(WHAT YOU WILL DO)
Each line below that holds the word "TREPTOWER" counts toward the answer; reply with the total number only.

(RECORD EXCERPTS)
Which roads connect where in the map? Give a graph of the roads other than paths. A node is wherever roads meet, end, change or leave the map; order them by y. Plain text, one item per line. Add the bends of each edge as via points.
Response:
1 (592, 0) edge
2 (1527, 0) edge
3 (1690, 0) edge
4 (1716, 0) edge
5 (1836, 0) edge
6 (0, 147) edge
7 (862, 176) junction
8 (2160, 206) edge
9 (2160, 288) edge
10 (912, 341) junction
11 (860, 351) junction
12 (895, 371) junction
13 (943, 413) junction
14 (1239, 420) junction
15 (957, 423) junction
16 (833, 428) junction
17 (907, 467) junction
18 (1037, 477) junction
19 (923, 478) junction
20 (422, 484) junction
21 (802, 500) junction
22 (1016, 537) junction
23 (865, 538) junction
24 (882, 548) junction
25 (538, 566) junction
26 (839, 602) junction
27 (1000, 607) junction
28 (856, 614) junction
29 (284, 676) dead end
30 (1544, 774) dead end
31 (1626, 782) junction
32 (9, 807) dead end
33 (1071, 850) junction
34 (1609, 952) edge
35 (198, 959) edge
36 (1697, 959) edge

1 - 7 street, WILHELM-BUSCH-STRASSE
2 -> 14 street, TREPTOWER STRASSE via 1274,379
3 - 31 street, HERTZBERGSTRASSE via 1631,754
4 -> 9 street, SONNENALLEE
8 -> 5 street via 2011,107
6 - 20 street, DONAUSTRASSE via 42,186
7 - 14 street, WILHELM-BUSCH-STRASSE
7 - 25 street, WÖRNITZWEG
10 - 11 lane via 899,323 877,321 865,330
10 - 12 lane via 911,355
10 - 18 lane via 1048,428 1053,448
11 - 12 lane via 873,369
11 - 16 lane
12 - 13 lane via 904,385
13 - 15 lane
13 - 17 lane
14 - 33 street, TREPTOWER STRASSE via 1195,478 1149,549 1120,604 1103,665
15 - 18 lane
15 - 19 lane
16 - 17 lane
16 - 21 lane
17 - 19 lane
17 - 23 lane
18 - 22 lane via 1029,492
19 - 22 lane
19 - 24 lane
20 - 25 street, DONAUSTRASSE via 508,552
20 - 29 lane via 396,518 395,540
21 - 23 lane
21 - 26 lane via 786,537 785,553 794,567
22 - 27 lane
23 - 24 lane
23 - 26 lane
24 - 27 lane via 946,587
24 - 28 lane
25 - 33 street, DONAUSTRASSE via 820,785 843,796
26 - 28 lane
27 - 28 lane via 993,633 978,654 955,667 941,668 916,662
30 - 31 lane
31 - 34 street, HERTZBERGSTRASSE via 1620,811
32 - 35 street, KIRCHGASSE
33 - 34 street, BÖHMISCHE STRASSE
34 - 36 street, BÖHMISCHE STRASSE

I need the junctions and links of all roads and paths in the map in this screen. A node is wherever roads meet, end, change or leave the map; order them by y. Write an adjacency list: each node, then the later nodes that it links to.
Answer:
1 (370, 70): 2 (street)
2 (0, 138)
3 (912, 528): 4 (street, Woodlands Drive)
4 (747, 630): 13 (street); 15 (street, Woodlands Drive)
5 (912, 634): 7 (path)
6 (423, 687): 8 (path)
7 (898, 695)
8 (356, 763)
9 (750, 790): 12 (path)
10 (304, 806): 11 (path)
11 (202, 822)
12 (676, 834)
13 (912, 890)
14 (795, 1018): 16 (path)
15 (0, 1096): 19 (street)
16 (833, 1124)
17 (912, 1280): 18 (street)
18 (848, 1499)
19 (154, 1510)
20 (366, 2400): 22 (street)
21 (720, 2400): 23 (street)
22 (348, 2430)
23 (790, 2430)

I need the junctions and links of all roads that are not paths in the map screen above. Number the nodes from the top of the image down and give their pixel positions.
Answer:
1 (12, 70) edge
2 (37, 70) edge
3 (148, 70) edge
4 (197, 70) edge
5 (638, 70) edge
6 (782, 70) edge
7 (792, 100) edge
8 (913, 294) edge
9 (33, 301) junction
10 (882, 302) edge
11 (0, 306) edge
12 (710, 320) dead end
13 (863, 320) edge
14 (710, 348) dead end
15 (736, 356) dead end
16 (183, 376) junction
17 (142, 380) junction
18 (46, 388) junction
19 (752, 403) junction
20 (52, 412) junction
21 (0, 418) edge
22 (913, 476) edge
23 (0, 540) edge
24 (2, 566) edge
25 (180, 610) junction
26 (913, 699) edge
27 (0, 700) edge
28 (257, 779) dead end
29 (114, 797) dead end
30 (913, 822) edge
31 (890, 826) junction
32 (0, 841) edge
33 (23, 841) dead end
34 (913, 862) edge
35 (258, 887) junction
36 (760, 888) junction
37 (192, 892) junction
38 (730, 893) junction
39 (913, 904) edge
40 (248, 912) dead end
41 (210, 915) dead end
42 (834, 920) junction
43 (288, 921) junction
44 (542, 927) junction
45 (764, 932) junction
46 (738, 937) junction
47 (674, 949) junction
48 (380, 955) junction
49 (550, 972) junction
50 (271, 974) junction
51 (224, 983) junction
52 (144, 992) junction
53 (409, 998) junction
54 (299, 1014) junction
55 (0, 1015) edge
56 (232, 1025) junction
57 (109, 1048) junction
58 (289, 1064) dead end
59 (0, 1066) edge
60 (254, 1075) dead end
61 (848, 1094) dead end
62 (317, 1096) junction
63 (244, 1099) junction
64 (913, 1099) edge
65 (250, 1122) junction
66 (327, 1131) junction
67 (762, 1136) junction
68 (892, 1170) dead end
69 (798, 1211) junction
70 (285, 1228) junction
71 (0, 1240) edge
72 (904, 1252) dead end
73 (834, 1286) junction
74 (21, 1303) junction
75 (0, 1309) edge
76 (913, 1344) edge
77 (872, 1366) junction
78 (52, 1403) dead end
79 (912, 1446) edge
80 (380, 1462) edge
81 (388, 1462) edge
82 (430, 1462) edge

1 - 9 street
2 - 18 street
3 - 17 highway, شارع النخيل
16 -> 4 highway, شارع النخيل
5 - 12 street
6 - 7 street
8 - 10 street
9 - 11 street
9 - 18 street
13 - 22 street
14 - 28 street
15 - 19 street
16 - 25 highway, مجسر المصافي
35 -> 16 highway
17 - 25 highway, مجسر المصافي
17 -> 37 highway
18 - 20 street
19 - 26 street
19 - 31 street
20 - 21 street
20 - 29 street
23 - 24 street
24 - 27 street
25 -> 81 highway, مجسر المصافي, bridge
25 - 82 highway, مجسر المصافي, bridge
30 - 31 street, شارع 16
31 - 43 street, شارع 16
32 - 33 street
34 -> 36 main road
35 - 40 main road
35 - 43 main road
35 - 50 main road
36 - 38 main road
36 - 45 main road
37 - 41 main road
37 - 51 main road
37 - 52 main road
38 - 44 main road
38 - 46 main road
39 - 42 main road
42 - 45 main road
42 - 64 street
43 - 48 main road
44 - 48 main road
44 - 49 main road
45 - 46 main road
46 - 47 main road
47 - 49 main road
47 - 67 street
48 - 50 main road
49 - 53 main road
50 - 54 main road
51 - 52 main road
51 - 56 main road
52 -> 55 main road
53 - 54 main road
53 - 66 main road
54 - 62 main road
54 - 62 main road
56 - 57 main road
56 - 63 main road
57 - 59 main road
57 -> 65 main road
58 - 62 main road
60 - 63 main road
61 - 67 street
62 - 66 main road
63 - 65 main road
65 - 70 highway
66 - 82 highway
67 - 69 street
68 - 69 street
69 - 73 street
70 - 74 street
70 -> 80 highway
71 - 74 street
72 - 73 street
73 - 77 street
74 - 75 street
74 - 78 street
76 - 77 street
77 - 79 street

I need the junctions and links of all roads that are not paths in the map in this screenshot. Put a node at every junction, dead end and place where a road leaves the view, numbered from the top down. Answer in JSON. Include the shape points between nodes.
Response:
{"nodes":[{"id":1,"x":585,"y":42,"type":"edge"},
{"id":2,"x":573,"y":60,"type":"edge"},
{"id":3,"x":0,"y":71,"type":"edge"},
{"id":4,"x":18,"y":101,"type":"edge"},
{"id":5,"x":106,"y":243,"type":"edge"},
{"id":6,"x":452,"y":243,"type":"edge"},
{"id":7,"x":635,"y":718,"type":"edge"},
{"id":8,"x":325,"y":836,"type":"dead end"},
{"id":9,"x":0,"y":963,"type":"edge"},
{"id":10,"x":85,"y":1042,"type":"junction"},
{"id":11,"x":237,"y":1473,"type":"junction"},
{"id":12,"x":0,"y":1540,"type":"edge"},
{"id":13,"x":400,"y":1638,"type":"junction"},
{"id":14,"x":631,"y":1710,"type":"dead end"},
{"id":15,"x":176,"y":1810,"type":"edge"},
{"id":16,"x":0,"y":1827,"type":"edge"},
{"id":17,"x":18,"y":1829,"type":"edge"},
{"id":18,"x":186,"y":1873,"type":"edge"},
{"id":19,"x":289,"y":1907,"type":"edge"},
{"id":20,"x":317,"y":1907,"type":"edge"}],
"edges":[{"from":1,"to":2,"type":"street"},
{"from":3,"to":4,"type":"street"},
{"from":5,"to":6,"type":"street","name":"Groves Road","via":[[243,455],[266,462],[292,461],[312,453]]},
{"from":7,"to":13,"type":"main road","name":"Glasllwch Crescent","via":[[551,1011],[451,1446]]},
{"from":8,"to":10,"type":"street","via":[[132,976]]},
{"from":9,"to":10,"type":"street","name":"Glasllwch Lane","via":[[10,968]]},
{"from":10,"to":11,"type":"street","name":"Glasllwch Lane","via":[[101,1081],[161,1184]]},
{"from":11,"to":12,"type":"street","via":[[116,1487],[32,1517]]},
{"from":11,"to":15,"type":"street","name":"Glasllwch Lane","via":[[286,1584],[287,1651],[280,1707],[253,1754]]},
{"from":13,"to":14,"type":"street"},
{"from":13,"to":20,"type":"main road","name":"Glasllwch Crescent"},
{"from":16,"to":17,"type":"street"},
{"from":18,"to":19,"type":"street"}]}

(WRITTEN SOLUTION)
2